================
@@ -1,119 +1,542 @@
-=============================================
-SYCL Compiler and Runtime architecture design
-=============================================
+============
+SYCL Support
+============
.. contents::
:local:
Introduction
============
+The `SYCL 2020 specification <SYCL-2020_>`_ defines a single-source programming
+model and C++ run-time library interface for writing portable programs that
+support heterogeneous devices including GPUs, CPUs, and accelerators.
+The specification is intended to allow for a wide range of implementation
+possibilities, examples of which include:
+
+- A SYCL run-time library written in standard C++ that executes kernels on a
+ homogeneous set of host and device processors, each of which can execute
+ common compiled code from shared memory.
+- A SYCL run-time library that executes kernels on a heterogeneous set of
+ device processors for which each kernel is pre-compiled for each supported
+ device processor (Ahead-Of-Time (AOT) compilation) or for a family of device
+ processors (Just-In-Time (JIT) compilation).
+
+Since Clang is a conforming implementation of the C++ standard, no additional
+features are required for support of the first implementation strategy.

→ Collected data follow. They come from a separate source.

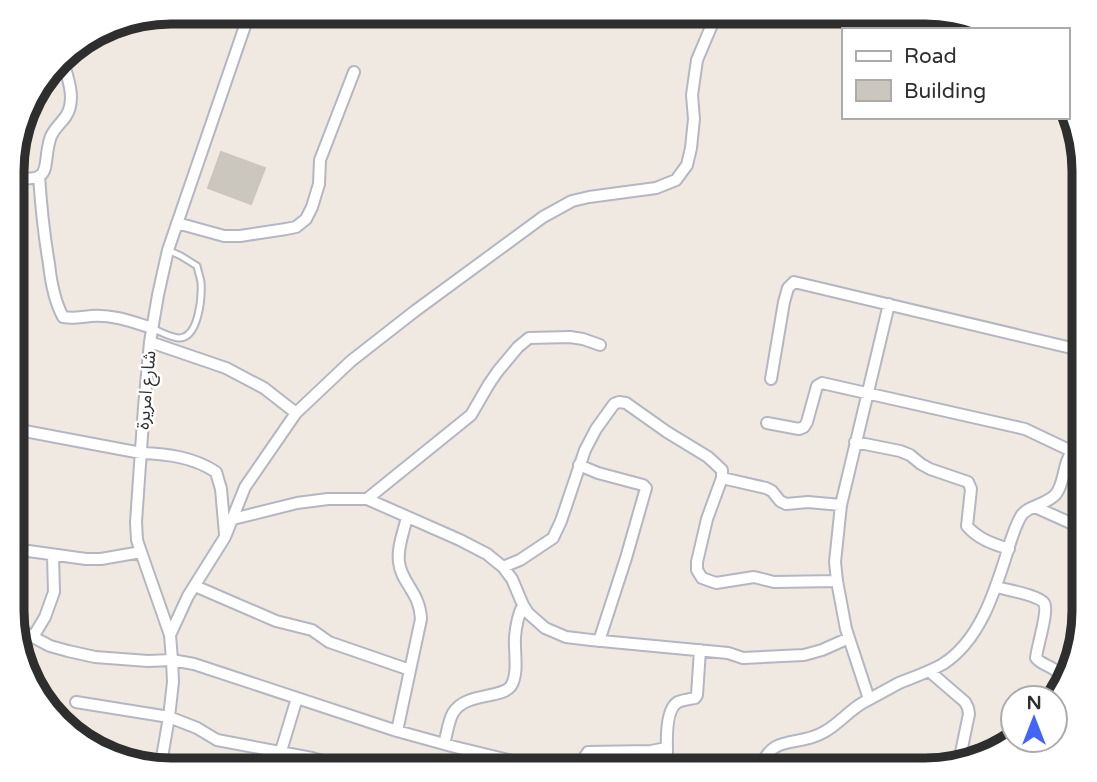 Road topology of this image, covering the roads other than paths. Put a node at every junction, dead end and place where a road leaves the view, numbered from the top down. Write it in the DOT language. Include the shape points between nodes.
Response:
graph roads {
  1 [pos="245,25"];
  2 [pos="712,25"];
  3 [pos="65,70"];
  4 [pos="354,72"];
  5 [pos="40,176"];
  6 [pos="24,178"];
  7 [pos="177,223"];
  8 [pos="168,250"];
  9 [pos="888,304"];
  10 [pos="152,328"];
  11 [pos="150,342"];
  12 [pos="600,345"];
  13 [pos="1072,348"];
  14 [pos="771,379"];
  15 [pos="868,393"];
  16 [pos="296,413"];
  17 [pos="766,423"];
  18 [pos="25,431"];
  19 [pos="855,443"];
  20 [pos="1072,452"];
  21 [pos="141,453"];
  22 [pos="1072,454"];
  23 [pos="579,465"];
  24 [pos="722,478"];
  25 [pos="367,499"];
  26 [pos="841,505"];
  27 [pos="1035,507"];
  28 [pos="407,517"];
  29 [pos="233,519"];
  30 [pos="1072,524"];
  31 [pos="225,537"];
  32 [pos="1009,549"];
  33 [pos="25,551"];
  34 [pos="141,552"];
  35 [pos="53,555"];
  36 [pos="503,567"];
  37 [pos="836,581"];
  38 [pos="195,586"];
  39 [pos="997,587"];
  40 [pos="523,605"];
  41 [pos="26,634"];
  42 [pos="170,635"];
  43 [pos="33,637"];
  44 [pos="849,638"];
  45 [pos="599,641"];
  46 [pos="700,650"];
  47 [pos="173,660"];
  48 [pos="410,670"];
  49 [pos="929,671"];
  50 [pos="1058,673"];
  51 [pos="297,698"];
  52 [pos="869,699"];
  53 [pos="76,702"];
  54 [pos="169,717"];
  55 [pos="397,731"];
  56 [pos="444,744"];
  57 [pos="666,748"];
  58 [pos="281,751"];
  59 [pos="961,754"];
  60 [pos="162,757"];
  61 [pos="306,757"];
  62 [pos="498,757"];
  63 [pos="584,758"];
  64 [pos="667,758"];
  65 [pos="763,758"];
  1 -- 7 [label="street, شارع امريرة"];
  2 -- 16 [label="street" via="697,60 691,148 676,180 656,188 572,201 543,217 351,361"];
  3 -- 5 [label="street" via="71,102 51,135 46,170"];
  4 -- 7 [label="street" via="320,160 319,184 306,219 296,227 240,236"];
  5 -- 6 [label="street"];
  5 -- 10 [label="street" via="50,275 63,317 114,317"];
  7 -- 8 [label="street, شارع امريرة"];
  8 -- 10 [label="street, شارع امريرة"];
  8 -- 10 [label="lane" via="197,266 201,281 198,314 186,337"];
  9 -- 13 [label="street"];
  9 -- 14 [label="street" via="791,284"];
  9 -- 15 [label="street"];
  10 -- 11 [label="street, شارع امريرة"];
  11 -- 16 [label="street" via="226,368 264,388"];
  11 -- 21 [label="street, شارع امريرة"];
  12 -- 25 [label="street" via="570,337 529,338 498,371 471,415"];
  15 -- 17 [label="street" via="820,383 804,427"];
  15 -- 19 [label="street"];
  15 -- 20 [label="street" via="1025,429"];
  16 -- 29 [label="street" via="245,487"];
  18 -- 21 [label="street"];
  19 -- 26 [label="street"];
  19 -- 32 [label="street" via="900,451 930,469 968,482 967,526 983,539"];
  21 -- 31 [label="street" via="182,457 216,471"];
  21 -- 34 [label="street, شارع امريرة" via="136,522"];
  22 -- 27 [label="street" via="1055,495"];
  23 -- 24 [label="street" via="608,410 619,402 708,457 722,470"];
  23 -- 36 [label="street" via="553,538"];
  23 -- 45 [label="street" via="646,488"];
  24 -- 26 [label="street" via="766,488 786,504"];
  24 -- 37 [label="street" via="697,562 702,578 716,583 754,577 774,582"];
  25 -- 28 [label="street"];
  25 -- 29 [label="street" via="297,503"];
  26 -- 37 [label="street"];
  27 -- 30 [label="street"];
  27 -- 32 [label="street" via="1023,513"];
  28 -- 36 [label="street" via="478,549"];
  28 -- 48 [label="street" via="398,563 421,606"];
  29 -- 31 [label="street"];
  31 -- 38 [label="street"];
  32 -- 39 [label="street"];
  33 -- 35 [label="street"];
  34 -- 35 [label="street" via="101,559"];
  34 -- 42 [label="street, شارع امريرة"];
  35 -- 43 [label="street" via="54,592"];
  36 -- 40 [label="street"];
  37 -- 44 [label="street"];
  38 -- 42 [label="street"];
  38 -- 48 [label="street"];
  39 -- 49 [label="street" via="967,640"];
  39 -- 50 [label="street" via="1044,603 1036,658"];
  40 -- 45 [label="street" via="545,628 566,637"];
  40 -- 56 [label="street" via="516,628 511,685 503,692 464,702 454,712"];
  41 -- 43 [label="street"];
  42 -- 47 [label="street, شارع امريرة"];
  43 -- 47 [label="street" via="95,657"];
  44 -- 46 [label="street" via="804,655 743,658"];
  44 -- 52 [label="street"];
  45 -- 46 [label="street"];
  46 -- 57 [label="street" via="697,695 675,705"];
  47 -- 51 [label="street"];
  47 -- 54 [label="street, شارع امريرة"];
  48 -- 55 [label="street"];
  49 -- 52 [label="street"];
  49 -- 59 [label="street" via="968,708"];
  51 -- 55 [label="street"];
  51 -- 58 [label="street"];
  52 -- 65 [label="street" via="822,733 772,748"];
  53 -- 54 [label="street"];
  54 -- 58 [label="street" via="218,740"];
  54 -- 60 [label="street, شارع امريرة"];
  55 -- 56 [label="street"];
  56 -- 62 [label="street"];
  57 -- 63 [label="street" via="588,752"];
  57 -- 64 [label="street"];
  58 -- 61 [label="street"];
} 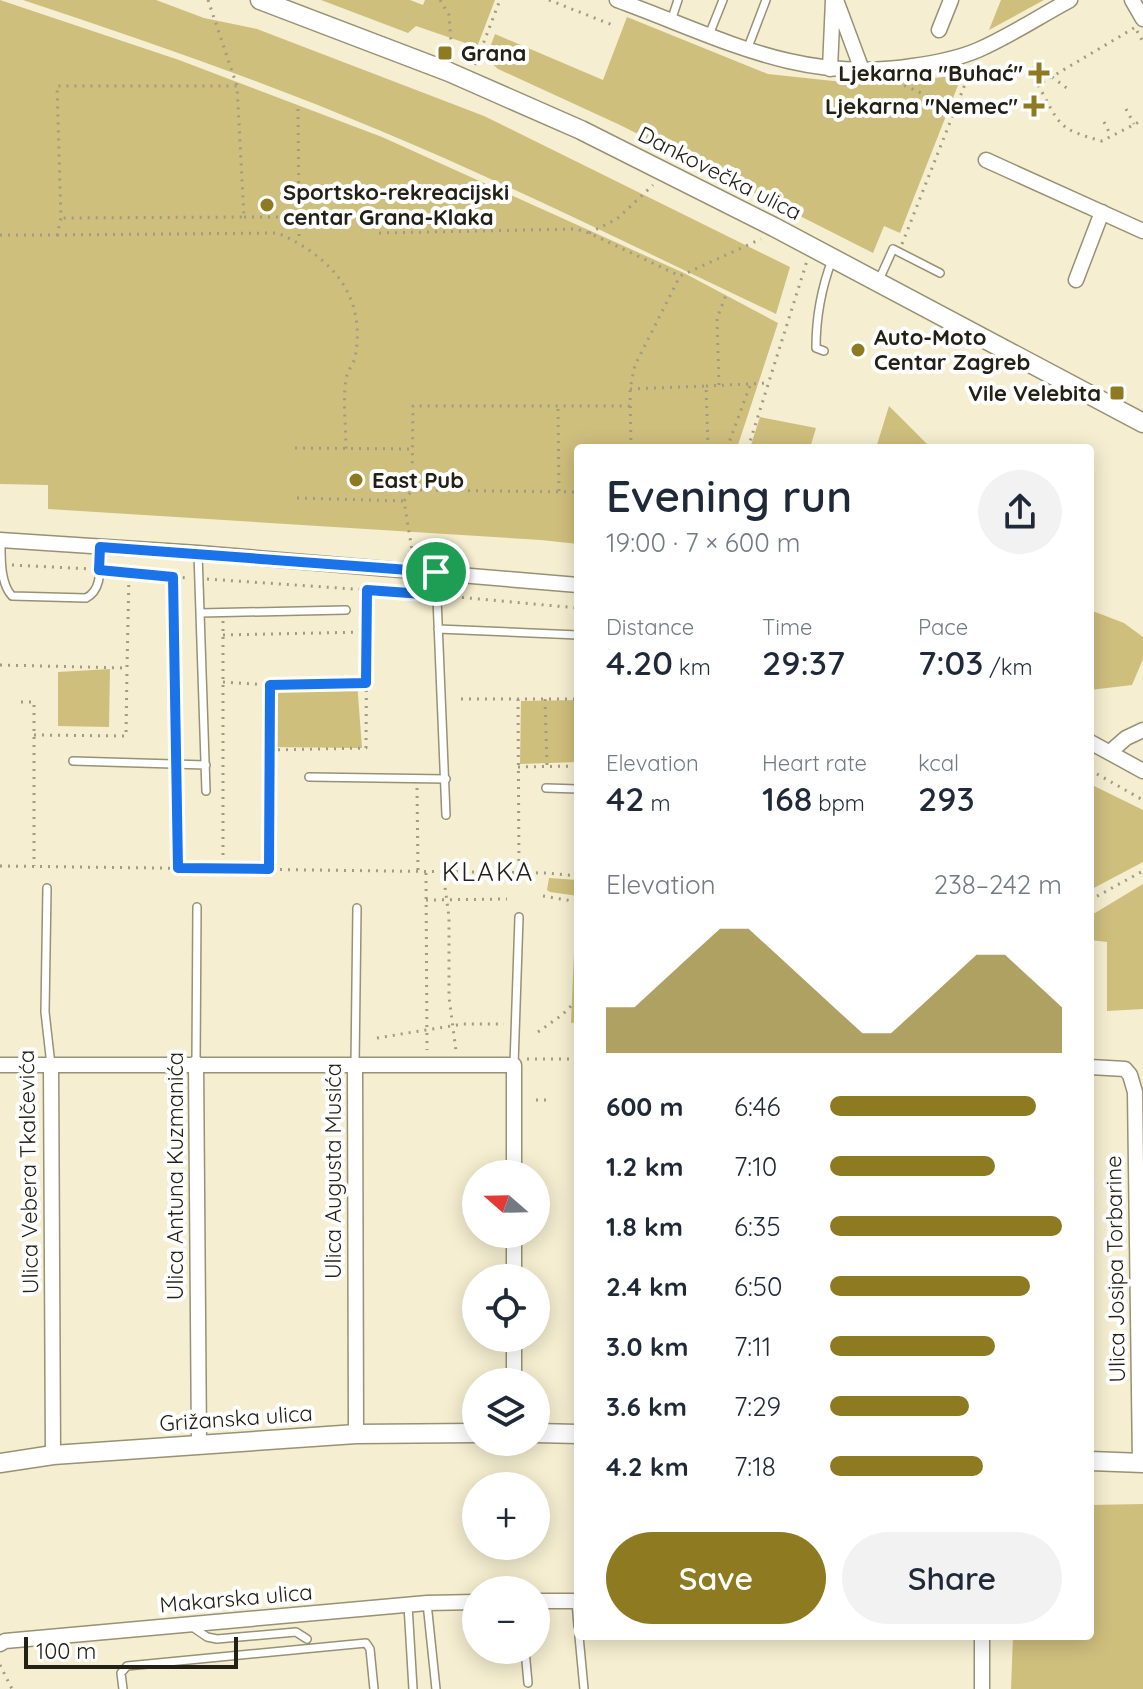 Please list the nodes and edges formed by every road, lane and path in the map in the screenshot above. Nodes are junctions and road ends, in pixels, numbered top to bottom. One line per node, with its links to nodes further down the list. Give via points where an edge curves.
1 (208, 0): 27 (path)
2 (260, 0): 51 (main road, Dankovečka ulica, via 581,130)
3 (440, 0): 21 (path, via 449,15)
4 (500, 0): 22 (path)
5 (549, 0): 16 (path)
6 (617, 0): 14 (street)
7 (678, 0): 14 (lane)
8 (723, 0): 18 (lane)
9 (766, 0): 19 (lane)
10 (835, 0): 23 (street); 24 (street)
11 (951, 0): 17 (street)
12 (1070, 0): 20 (street)
13 (1132, 0): 15 (street)
14 (671, 21): 18 (street)
15 (1139, 23): 25 (path)
16 (615, 26)
17 (939, 30)
18 (709, 35): 19 (street)
19 (747, 50): 23 (street)
20 (978, 50): 24 (street, via 937,62); 30 (path)
21 (452, 56)
22 (475, 65)
23 (830, 69): 24 (street)
24 (862, 70)
25 (1051, 76): 28 (path); 35 (path, via 1038,85 1062,127 1102,141)
26 (889, 78): 30 (path)
27 (237, 86): 39 (path); 41 (path, via 57,86)
28 (1068, 89)
29 (298, 109): 40 (path)
30 (956, 109): 49 (path)
31 (1126, 109): 34 (path)
32 (1143, 120): 34 (path)
33 (1104, 122): 35 (path)
34 (1134, 124): 35 (path)
35 (1111, 136)
36 (986, 160): 38 (street)
37 (658, 178): 44 (path, via 617,219)
38 (1102, 212): 42 (street); 54 (street)
39 (244, 217): 40 (path); 41 (path)
40 (299, 217): 48 (path)
41 (61, 218): 46 (path)
42 (1143, 231)
43 (379, 233): 44 (path)
44 (589, 233): 53 (path)
45 (0, 235): 46 (path)
46 (57, 235): 48 (path, via 278,233)
47 (769, 236): 53 (path)
48 (299, 242): 71 (path, via 325,260 348,289 355,315)
49 (899, 251): 52 (lane); 55 (lane, via 893,249)
50 (809, 256): 59 (path)
51 (833, 258): 55 (main road, Dankovečka ulica); 57 (lane, via 816,326 816,348)
52 (940, 273)
53 (680, 276): 62 (path, via 635,365)
54 (1076, 280)
55 (878, 282): 65 (main road, Dankovečka ulica)
56 (726, 295): 60 (path, via 717,318)
57 (824, 351)
58 (751, 383): 59 (path); 60 (path); 68 (path)
59 (769, 383): 69 (path)
60 (719, 385): 61 (path)
61 (706, 386): 62 (path); 67 (path)
62 (630, 389): 63 (path)
63 (630, 406): 64 (path); 66 (path)
64 (558, 408): 72 (path, via 413,406); 75 (path)
65 (1143, 423)
66 (631, 444)
67 (708, 444)
68 (728, 444)
69 (749, 444)
70 (295, 448): 71 (path)
71 (346, 449): 72 (path)
72 (413, 449): 73 (path)
73 (412, 490): 75 (path); 77 (path)
74 (574, 492): 75 (path)
75 (559, 493)
76 (297, 498): 77 (path)
77 (404, 501): 81 (path)
78 (1, 540): 79 (street); 82 (lane)
79 (100, 547): 80 (street); 83 (lane)
80 (198, 553): 84 (street); 87 (lane)
81 (414, 560)
82 (1, 564): 83 (path); 83 (lane, via 12,596 86,598 94,594)
83 (99, 570): 85 (path)
84 (436, 572): 88 (street); 90 (lane)
85 (129, 573): 86 (path); 100 (path)
86 (173, 577): 87 (path); 115 (path)
87 (198, 579): 89 (path); 93 (lane)
88 (574, 585)
89 (367, 590): 90 (path); 96 (path)
90 (437, 595): 91 (path); 95 (lane)
91 (574, 608)
92 (346, 610): 93 (lane)
93 (200, 613): 116 (lane)
94 (223, 617): 97 (path)
95 (438, 629): 98 (lane); 123 (lane)
96 (366, 632): 97 (path); 102 (path)
97 (223, 635): 101 (path)
98 (574, 635)
99 (0, 665): 100 (path)
100 (127, 668): 110 (path, via 126,736)
101 (223, 682): 103 (path); 133 (path)
102 (366, 683): 103 (path); 112 (path, via 366,748)
103 (270, 685): 112 (path)
104 (461, 699): 105 (path)
105 (518, 699): 106 (path); 119 (path)
106 (545, 699): 107 (path); 117 (path)
107 (574, 699)
108 (21, 702): 110 (path, via 34,702)
109 (1143, 730): 113 (street)
110 (34, 735): 131 (path)
111 (1094, 744): 113 (street)
112 (270, 750): 134 (path)
113 (1110, 752): 120 (street)
114 (73, 761): 115 (lane)
115 (178, 763): 116 (lane); 132 (path)
116 (206, 765): 127 (lane)
117 (547, 766): 118 (path); 119 (path)
118 (574, 766)
119 (518, 767): 139 (path)
120 (1143, 771)
121 (1094, 772): 128 (path)
122 (309, 777): 123 (lane)
123 (446, 779): 129 (lane)
124 (417, 784): 135 (path)
125 (546, 788): 126 (lane)
126 (574, 789)
127 (206, 791)
128 (1143, 800)
129 (446, 815)
130 (0, 866): 131 (path)
131 (34, 866): 132 (path)
132 (178, 868): 133 (path)
133 (223, 869): 134 (path)
134 (269, 869): 135 (path)
135 (418, 871): 137 (path)
136 (1143, 871): 143 (path)
137 (426, 872): 138 (path); 145 (path)
138 (443, 872): 139 (path); 146 (path)
139 (519, 873): 140 (path)
140 (574, 876)
141 (47, 888): 163 (lane, Ulica Vebera Tkalčevića, via 45,1012)
142 (543, 896): 147 (path)
143 (1094, 898)
144 (507, 899): 146 (path)
145 (426, 900): 146 (path); 154 (path)
146 (447, 900): 153 (path)
147 (574, 901)
148 (197, 907): 161 (lane, Ulica Antuna Kuzmanića)
149 (357, 908): 164 (lane, Ulica Augusta Musića)
150 (519, 917): 160 (lane)
151 (574, 1003): 155 (path)
152 (508, 1024): 153 (path)
153 (452, 1026): 154 (path); 158 (path)
154 (426, 1030): 156 (path); 157 (path)
155 (538, 1032)
156 (377, 1038)
157 (427, 1054)
158 (457, 1054)
159 (574, 1059): 160 (path)
160 (516, 1062): 164 (street); 169 (street)
161 (196, 1063): 163 (street); 164 (street); 176 (street, Ulica Antuna Kuzmanića)
162 (0, 1065): 163 (street)
163 (51, 1065): 177 (street, Ulica Vebera Tkalčevića)
164 (355, 1065): 174 (street, Ulica Augusta Musića)
165 (1094, 1067): 168 (street, Ulica Josipa Torbarine, via 1118,1067 1130,1075)
166 (536, 1100): 167 (path)
167 (552, 1100)
168 (1139, 1151): 170 (street, Ulica Josipa Torbarine)
169 (514, 1160)
170 (1140, 1265): 171 (street, Ulica Josipa Torbarine)
171 (1141, 1377): 180 (street, Ulica Josipa Torbarine)
172 (462, 1433): 174 (main road, Grižanska ulica)
173 (550, 1433): 175 (main road)
174 (356, 1434): 176 (main road, Grižanska ulica)
175 (574, 1434)
176 (199, 1444): 177 (main road, Grižanska ulica)
177 (53, 1455): 179 (main road, Grižanska ulica)
178 (1094, 1461): 180 (main road)
179 (0, 1463)
180 (1142, 1463)
181 (550, 1601): 182 (street)
182 (574, 1601)
183 (462, 1602): 184 (street, Makarska ulica)
184 (427, 1603): 185 (street, Makarska ulica); 198 (lane)
185 (408, 1605): 186 (street, Makarska ulica); 197 (lane)
186 (189, 1625): 187 (lane, via 217,1639 296,1632); 190 (street, Makarska ulica)
187 (307, 1639)
188 (579, 1640): 199 (lane)
189 (982, 1640): 200 (street)
190 (0, 1644)
191 (526, 1664): 193 (lane)
192 (0, 1665): 194 (path)
193 (528, 1683)
194 (12, 1689)
195 (123, 1689): 196 (lane, via 121,1673 127,1666 366,1643)
196 (374, 1689)
197 (413, 1689)
198 (436, 1689)
199 (584, 1689)
200 (982, 1689)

+This document details the core language features Clang provides for use by
+SYCL run-time libraries that use the second implementation strategy.
+
+.. _SYCL-2020:
+ https://registry.khronos.org/SYCL/specs/sycl-2020/html/sycl-2020.html
+
+
+Example Usage
+=============
+SYCL is designed as an extension of C++ rather than as a distinct programming
+language.
+SYCL support is enabled with the `-fsycl <opt-fsycl_>`_ option.
+
+.. code-block:: sh
+
+ clang++ -c -fsycl source-file.cpp
+
+The choice of which target devices will be supported is made at compile time.
----------------
tahonermann wrote:
I was unsure whether it was worthwhile to distinguish between concrete and
virtual device architectures and intermediate representations other than via
some vague hand waving about AOT and JIT. SPIR-V targets aren't completely
device agnostic since the LLVM IR is still constrained by ABI decisions (e.g.,
32-bit vs 64-bit).
What I was trying to convey is that the set of target devices that are eligible
for use at run-time is constrained by choices made at compile-time. I'll try to
clarify this. I'll look at adding some commentary about concrete vs virtual
architectures in the "Supported Targets" section too.